Here's one of my new favorite pictures of Johnny. I actually had it printed and began to write a note to my dad on the back of it to send to him in the mail. I knew he would love to put it on his desk at work or carry it around in his car to show all his friends who his son is. That's something that made me so happy, my dad said Johnny was his son. Not son-in-law, "son". My dad told him he was 100% part of the family. I know that was something Johnny feared upon meeting my family and earning their respect, whether or not he would be able to win my dad over. But he didn't even have to do anything, my dad just took him in as his own, no questions asked. My dad even tried Johnny's spicy curry. My dad NEVER eats spicy food, but he did for Johnny.

But I started to write a note to my dad, when I had to stop, realizing he's not at home for me to send it to.

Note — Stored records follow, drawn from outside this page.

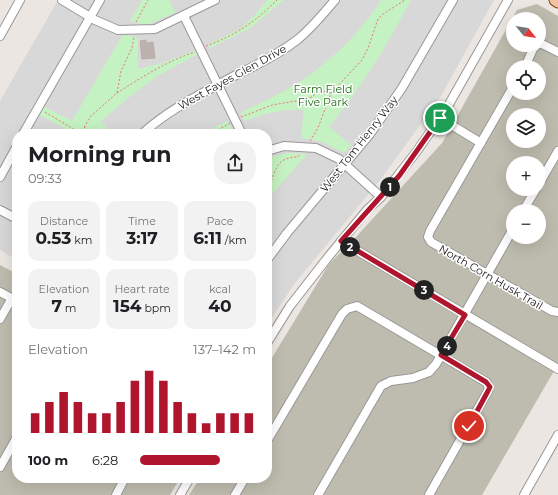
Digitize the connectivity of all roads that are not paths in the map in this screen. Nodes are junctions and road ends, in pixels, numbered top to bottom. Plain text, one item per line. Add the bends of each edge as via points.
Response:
1 (20, 0) edge
2 (62, 0) edge
3 (100, 0) edge
4 (215, 0) edge
5 (335, 0) edge
6 (452, 0) edge
7 (508, 0) edge
8 (555, 0) edge
9 (558, 2) edge
10 (184, 16) junction
11 (90, 17) junction
12 (0, 36) edge
13 (546, 46) edge
14 (558, 52) edge
15 (218, 85) junction
16 (506, 100) edge
17 (440, 118) junction
18 (26, 129) edge
19 (148, 129) edge
20 (240, 129) edge
21 (482, 143) junction
22 (272, 150) edge
23 (558, 151) edge
24 (12, 155) edge
25 (345, 164) junction
26 (546, 172) edge
27 (0, 176) edge
28 (381, 197) junction
29 (0, 210) edge
30 (12, 216) edge
31 (341, 241) junction
32 (506, 242) edge
33 (272, 253) edge
34 (487, 275) junction
35 (0, 292) edge
36 (12, 299) edge
37 (12, 303) edge
38 (558, 312) edge
39 (465, 315) junction
40 (0, 319) edge
41 (272, 336) edge
42 (441, 355) junction
43 (558, 369) edge
44 (272, 432) edge
45 (558, 434) edge
46 (12, 446) edge
47 (0, 467) edge
48 (122, 483) edge
49 (187, 483) edge
50 (242, 483) edge
51 (116, 495) edge
52 (180, 495) edge
53 (235, 495) edge
54 (318, 495) edge
55 (429, 495) edge
56 (524, 495) edge

1 - 12 street
2 - 11 street
3 - 11 street
4 - 10 street
5 - 15 street, West Fayes Glen Drive via 297,40 270,58
6 - 25 street, West Tom Henry Way via 402,88
7 - 17 street
8 - 9 main road
10 - 11 street via 155,29 135,30 118,30
10 - 15 street
11 - 18 street
13 - 14 street
15 - 19 street, West Fayes Glen Drive via 158,120
15 - 20 street
16 - 21 street
17 - 21 street
17 - 28 street
21 - 34 street, North Corn Husk Trail via 428,237 431,242
22 - 25 street via 284,146 316,148
23 - 26 street
24 - 27 street
25 - 28 street
25 - 33 street, West Tom Henry Way
28 - 31 street
29 - 30 street
31 - 39 street
31 - 41 street via 290,306
32 - 34 street
34 - 38 street, North Corn Husk Trail
34 - 39 street
35 - 36 street
37 - 40 street
39 - 42 street
39 - 43 street
42 - 44 street via 362,308 352,307 342,314
42 - 54 street via 429,372 381,386
42 - 55 street via 490,387
45 - 56 street
46 - 47 street
48 - 51 street
49 - 52 street
50 - 53 street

Things like that happen all the time. When we went home for Christmas, I woke up late one morning and went to my parents' bedroom to see how dad was doing. He wasn't in his chair. Because he died 3 months before. I almost call him all the time. His picture and phone number is still on my "favorites" list on my phone.

For a few months, my mom left my dad's wallet, spare change, underwear, and belt out on the bathroom counter just like it was the night before he was gone. We left his Diet Coke cup on the windowsill by his chair. We left the egg sandwich in the fridge exactly as it was. We left everything of his untouched. I remember when we finally threw away the sandwich and threw away that stale cup of Diet Coke. It was hard, it was like admitting that he really wasn't coming back.

I still let myself think he's still here because it makes it easier. But then reality will hit when I can't call him, I can't see him, and I can't find him. That's the hard truth.